Susceptibility artifact occurs commonly in imaging kidney with BOLD, and failure to exclude it from kidney’s ROI may lead to a significant overestimation of averaged R2* values. In this study, we utilized a robust deep-learning segmentation technique to automatically and accurately exclude SA from multi-gradient-echo images. The method performed comparably with the time-consuming manual method, with outcome similarity of ~ 94% across different degrees of SA. Some differences between the ROIs by the two methods were noticed, particularly for the severe-SA kidneys, with the proposed method’s ROIs about 3.5% smaller than those by manual segmentation. Such discrepancy was presumably attributed to the capability of the proposed method in excluding more regions with minor SA. With the SA-affected region excluded from kidney ROI, a fraction of 15–25% can be corrected from the overestimated ROI-averaged R2* values. For implementation, the method involves only running segmentation with a trained deep learning model and followed by a linear fitting, so can be easily incorporated into the post-processing workflow of kidney BOLD images.

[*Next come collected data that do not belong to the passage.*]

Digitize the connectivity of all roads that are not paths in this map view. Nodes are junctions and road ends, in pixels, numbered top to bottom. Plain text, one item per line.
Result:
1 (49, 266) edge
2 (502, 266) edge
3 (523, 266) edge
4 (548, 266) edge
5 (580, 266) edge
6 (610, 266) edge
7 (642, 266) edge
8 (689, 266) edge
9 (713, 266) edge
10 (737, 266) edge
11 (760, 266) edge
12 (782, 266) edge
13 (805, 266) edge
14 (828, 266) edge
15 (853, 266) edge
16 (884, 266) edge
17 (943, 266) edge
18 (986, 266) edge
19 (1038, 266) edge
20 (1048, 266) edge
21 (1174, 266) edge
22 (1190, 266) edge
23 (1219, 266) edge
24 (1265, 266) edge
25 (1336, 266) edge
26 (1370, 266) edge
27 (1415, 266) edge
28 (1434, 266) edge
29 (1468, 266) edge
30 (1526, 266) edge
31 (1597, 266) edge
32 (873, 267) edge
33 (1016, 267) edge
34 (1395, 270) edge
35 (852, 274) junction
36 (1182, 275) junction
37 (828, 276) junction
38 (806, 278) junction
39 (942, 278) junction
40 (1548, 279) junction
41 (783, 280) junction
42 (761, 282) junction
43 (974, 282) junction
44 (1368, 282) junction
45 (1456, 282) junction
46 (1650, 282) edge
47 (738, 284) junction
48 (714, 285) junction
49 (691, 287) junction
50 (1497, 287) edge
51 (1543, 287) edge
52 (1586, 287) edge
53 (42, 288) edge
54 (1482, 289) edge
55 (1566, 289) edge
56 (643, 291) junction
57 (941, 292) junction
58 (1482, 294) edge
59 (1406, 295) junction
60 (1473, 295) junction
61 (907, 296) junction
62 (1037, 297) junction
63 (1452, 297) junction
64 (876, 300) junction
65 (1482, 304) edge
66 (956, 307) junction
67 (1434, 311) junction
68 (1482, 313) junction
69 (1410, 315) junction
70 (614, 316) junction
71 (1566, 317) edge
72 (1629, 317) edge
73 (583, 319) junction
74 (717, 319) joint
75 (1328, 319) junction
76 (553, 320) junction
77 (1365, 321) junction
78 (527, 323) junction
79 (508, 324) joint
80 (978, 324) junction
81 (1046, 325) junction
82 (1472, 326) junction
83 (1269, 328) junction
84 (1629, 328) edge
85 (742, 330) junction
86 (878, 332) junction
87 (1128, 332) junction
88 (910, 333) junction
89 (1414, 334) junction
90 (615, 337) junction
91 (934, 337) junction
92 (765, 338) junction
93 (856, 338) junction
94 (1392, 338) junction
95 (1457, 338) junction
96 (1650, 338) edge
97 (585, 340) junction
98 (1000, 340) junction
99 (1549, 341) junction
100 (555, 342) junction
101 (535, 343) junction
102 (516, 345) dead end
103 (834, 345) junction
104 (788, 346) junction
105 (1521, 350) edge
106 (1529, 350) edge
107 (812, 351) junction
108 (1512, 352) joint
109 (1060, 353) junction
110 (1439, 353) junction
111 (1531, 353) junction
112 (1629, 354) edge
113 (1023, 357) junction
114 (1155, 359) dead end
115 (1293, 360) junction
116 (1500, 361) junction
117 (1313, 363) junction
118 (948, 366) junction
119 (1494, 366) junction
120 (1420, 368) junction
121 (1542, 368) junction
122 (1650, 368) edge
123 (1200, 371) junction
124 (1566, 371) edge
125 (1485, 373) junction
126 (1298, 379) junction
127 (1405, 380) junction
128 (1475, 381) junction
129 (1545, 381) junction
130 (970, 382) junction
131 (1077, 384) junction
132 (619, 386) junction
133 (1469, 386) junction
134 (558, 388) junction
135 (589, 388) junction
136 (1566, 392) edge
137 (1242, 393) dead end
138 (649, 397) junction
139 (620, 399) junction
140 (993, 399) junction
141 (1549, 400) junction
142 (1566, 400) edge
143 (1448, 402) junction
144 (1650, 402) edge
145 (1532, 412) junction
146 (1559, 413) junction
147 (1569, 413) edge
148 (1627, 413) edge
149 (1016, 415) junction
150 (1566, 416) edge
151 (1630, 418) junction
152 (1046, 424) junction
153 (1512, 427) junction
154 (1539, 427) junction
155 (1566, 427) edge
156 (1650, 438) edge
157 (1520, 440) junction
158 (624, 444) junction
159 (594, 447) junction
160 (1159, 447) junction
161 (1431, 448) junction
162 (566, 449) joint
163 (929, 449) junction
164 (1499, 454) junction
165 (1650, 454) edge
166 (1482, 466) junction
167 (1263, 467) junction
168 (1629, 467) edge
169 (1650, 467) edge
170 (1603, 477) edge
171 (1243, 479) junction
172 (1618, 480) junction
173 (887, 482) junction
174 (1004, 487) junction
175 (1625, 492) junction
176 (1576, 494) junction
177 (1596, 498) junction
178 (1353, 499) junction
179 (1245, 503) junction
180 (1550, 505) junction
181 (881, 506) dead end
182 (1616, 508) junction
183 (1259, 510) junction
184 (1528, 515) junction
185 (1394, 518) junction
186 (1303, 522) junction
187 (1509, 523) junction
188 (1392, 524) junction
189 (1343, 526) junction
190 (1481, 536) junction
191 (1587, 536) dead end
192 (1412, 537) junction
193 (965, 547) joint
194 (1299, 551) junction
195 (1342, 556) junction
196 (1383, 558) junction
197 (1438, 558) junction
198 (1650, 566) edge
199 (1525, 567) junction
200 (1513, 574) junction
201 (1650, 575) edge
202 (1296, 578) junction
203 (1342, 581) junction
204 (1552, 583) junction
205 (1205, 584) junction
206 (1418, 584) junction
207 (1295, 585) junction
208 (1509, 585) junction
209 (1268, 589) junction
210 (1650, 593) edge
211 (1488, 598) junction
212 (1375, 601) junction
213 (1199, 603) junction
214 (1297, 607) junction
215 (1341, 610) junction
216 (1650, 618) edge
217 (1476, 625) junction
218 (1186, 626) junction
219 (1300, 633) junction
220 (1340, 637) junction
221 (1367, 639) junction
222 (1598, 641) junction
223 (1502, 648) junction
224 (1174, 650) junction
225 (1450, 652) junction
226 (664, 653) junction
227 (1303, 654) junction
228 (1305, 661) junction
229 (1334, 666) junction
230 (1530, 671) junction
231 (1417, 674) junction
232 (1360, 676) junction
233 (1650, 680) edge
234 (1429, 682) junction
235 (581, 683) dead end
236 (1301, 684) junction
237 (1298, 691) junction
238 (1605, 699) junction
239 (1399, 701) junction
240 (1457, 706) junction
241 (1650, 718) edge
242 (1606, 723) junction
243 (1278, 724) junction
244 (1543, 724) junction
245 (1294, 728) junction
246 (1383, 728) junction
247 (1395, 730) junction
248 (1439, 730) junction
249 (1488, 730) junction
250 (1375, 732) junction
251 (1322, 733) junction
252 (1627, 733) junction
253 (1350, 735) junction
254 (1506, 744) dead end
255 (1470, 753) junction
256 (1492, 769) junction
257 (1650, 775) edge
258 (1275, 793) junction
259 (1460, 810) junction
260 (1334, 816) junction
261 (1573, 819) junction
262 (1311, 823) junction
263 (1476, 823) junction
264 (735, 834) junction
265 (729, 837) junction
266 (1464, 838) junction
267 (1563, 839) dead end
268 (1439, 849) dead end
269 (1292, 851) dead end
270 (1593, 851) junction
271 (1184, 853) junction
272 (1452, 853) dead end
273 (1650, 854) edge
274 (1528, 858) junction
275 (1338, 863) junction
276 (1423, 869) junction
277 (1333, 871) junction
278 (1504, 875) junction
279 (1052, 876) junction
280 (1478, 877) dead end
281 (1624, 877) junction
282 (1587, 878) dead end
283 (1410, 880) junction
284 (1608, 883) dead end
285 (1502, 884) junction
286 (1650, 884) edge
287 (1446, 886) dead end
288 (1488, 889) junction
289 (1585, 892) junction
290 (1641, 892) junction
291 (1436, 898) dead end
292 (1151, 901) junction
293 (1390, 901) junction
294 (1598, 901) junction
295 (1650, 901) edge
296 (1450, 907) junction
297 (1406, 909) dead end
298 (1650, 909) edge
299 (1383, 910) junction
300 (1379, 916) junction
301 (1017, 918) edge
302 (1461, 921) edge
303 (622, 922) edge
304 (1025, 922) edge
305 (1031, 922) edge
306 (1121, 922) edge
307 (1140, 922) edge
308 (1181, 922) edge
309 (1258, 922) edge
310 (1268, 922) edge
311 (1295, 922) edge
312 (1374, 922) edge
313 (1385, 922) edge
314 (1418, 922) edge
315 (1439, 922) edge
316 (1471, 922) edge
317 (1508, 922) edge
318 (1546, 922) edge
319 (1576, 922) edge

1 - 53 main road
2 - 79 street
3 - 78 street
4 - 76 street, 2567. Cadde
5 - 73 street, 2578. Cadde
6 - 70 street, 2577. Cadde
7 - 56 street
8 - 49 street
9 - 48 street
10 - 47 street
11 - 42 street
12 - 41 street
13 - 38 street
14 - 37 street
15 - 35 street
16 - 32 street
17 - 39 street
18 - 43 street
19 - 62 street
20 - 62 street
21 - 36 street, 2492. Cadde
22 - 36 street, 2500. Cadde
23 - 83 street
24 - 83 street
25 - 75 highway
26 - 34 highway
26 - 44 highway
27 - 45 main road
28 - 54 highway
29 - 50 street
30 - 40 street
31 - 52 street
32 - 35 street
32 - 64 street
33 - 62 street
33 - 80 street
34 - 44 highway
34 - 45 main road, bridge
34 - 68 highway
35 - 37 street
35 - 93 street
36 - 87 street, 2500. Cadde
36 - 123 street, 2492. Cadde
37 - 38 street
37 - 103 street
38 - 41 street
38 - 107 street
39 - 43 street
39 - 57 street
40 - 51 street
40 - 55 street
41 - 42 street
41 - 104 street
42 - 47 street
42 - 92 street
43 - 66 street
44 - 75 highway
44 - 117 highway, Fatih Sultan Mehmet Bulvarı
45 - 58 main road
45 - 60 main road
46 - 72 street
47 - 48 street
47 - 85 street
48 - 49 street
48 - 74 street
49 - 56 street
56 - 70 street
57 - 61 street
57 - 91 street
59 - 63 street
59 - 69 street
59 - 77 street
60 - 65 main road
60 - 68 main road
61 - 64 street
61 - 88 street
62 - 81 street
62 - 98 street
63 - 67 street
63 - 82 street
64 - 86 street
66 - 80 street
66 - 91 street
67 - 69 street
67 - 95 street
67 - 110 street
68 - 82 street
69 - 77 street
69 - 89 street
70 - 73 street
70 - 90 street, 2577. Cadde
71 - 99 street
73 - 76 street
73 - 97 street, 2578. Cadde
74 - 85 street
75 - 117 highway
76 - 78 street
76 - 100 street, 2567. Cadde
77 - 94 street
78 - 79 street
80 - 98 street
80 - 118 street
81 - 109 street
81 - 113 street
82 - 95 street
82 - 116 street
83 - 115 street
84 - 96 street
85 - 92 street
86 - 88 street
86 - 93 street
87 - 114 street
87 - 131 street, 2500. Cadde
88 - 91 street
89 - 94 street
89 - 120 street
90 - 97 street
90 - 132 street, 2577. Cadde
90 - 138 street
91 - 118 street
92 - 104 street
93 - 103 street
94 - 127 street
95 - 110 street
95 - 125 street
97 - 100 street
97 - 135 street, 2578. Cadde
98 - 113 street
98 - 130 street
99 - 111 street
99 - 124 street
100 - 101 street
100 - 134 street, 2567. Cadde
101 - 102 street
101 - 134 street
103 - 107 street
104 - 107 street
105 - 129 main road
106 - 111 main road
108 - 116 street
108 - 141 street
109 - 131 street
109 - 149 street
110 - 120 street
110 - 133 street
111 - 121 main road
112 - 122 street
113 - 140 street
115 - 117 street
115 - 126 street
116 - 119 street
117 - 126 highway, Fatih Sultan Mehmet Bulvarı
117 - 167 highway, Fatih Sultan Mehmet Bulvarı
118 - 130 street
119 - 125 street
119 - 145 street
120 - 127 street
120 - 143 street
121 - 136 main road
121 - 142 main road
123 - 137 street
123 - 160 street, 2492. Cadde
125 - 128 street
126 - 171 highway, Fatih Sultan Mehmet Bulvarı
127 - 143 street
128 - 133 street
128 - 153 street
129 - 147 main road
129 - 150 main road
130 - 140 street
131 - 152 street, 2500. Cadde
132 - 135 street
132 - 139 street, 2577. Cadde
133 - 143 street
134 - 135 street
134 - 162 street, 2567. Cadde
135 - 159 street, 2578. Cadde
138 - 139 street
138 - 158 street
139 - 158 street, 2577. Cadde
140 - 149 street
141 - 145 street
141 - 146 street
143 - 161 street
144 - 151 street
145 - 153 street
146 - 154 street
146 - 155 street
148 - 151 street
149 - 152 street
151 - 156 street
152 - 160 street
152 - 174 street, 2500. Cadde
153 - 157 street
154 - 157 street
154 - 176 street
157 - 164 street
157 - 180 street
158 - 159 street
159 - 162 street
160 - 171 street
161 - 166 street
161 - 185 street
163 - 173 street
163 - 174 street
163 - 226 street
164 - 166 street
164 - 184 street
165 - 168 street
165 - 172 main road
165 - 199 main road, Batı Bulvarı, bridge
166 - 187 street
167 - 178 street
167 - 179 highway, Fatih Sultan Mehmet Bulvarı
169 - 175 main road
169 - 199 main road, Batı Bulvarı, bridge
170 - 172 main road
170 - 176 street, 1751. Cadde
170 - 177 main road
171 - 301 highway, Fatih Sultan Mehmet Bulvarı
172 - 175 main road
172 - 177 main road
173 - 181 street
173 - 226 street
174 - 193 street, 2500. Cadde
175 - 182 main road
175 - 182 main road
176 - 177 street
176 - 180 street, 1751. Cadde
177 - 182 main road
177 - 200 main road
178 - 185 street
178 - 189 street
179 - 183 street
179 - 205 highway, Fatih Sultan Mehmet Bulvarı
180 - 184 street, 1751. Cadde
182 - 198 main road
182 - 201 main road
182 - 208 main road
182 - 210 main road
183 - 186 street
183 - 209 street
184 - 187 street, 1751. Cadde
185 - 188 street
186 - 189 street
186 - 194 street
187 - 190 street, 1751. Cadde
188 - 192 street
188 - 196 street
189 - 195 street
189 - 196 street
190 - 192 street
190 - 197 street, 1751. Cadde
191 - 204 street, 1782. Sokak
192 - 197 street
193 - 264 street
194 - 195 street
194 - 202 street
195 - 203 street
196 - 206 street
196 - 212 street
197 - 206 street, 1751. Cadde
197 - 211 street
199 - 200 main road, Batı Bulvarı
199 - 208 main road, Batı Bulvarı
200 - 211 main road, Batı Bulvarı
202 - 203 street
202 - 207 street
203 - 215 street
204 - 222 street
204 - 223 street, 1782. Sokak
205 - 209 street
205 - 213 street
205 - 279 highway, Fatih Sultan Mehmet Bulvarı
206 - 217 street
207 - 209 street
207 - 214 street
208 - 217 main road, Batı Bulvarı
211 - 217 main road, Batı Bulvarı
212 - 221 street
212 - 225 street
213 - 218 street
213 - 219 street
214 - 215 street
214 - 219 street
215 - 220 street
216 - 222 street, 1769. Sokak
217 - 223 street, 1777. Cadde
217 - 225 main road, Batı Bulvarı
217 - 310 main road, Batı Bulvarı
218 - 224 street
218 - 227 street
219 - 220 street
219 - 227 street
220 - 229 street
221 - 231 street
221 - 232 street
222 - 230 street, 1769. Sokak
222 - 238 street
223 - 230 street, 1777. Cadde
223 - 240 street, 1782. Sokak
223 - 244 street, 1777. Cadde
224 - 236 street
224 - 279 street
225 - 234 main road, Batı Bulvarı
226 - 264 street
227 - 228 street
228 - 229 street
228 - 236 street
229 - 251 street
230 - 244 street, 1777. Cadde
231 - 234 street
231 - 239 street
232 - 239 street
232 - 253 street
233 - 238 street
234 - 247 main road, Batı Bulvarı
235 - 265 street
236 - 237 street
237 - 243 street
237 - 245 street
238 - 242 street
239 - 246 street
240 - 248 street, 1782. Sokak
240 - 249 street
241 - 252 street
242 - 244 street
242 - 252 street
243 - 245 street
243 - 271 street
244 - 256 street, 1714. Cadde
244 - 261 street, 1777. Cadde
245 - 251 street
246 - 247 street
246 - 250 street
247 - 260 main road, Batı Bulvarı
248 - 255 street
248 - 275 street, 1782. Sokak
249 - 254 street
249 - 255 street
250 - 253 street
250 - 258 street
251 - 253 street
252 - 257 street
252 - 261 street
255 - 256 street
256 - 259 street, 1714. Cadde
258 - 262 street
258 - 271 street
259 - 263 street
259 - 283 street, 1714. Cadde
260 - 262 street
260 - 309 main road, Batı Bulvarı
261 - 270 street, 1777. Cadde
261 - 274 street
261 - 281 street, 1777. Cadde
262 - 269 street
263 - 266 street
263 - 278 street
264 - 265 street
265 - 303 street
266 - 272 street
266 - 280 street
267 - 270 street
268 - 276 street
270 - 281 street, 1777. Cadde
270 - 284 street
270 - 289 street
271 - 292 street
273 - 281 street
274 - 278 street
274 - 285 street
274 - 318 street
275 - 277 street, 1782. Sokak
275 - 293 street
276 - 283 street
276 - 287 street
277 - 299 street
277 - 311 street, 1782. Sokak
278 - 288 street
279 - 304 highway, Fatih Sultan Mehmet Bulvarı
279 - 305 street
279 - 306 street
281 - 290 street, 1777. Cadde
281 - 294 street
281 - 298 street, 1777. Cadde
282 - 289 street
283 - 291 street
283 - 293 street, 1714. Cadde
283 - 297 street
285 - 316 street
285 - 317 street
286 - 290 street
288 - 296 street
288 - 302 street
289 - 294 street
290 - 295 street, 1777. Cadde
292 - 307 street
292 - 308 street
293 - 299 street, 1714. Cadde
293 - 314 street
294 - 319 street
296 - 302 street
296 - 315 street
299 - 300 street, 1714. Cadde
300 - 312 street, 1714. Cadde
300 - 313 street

The core of the proposed method is reliable segmentation of kidney region excluding SA-affected region that was achieved by the deep-learning-based approach. Such segmentation is quite challenging, as gradient echo signals from kidney tissue decay with TE, with quite different rates. For example, at 3 T, renal medulla’s R2* can be as high as 30–40 s−1, while that in renal cortex is only around 15 s−1. Images acquired at different TE values would display different patterns, from a homogeneous kidney shape at low TE to renal cortex only at relatively high TE, and almost no contrast between kidney and background at very high TE. Another layer of complexity is brought by SA, R2* of which is estimated to be higher than 50 s−1, meaning that the SA-affected regions dim and merge with the dark background since low TE values. The ideal segmentation method should handle both the varying contrast between the kidney and background and the evolvingly complex shapes of the kidney region across different TE values. None of the traditional segmentation methods, either region-based or shape-based, could achieve such segmentation reliably. Our ResUNet model was first trained with a large set of post-contrast arterial-phase CT images. As the images had a variety of degrees of cortico-medullary contrast (depending on kidney’s function) and the provided labels for model training covered both cortex and medulla, the trained model had the capability of segmenting kidney in BOLD images of different TE values. Further tuning of the model with a small set of BOLD images presumably calibrated for any difference in image intensity between CT and BOLD images. While we did see a biphase pattern in curves of segmented kidney volume versus TE for patient data, the second phase at long TE values was mostly not flat as expected but displayed a slow decrease (Fig. 5). Such decrease was caused by the shrinking of segmented masks for the images of long TEs; the contrast between kidney and background diminishes with the increase of TE, particularly in the outer region of a kidney with partial volume artifact. This is why we propose to find the curve’s turning point, where the SA-affected region is maximally excluded and the non-affected region is maximally preserved.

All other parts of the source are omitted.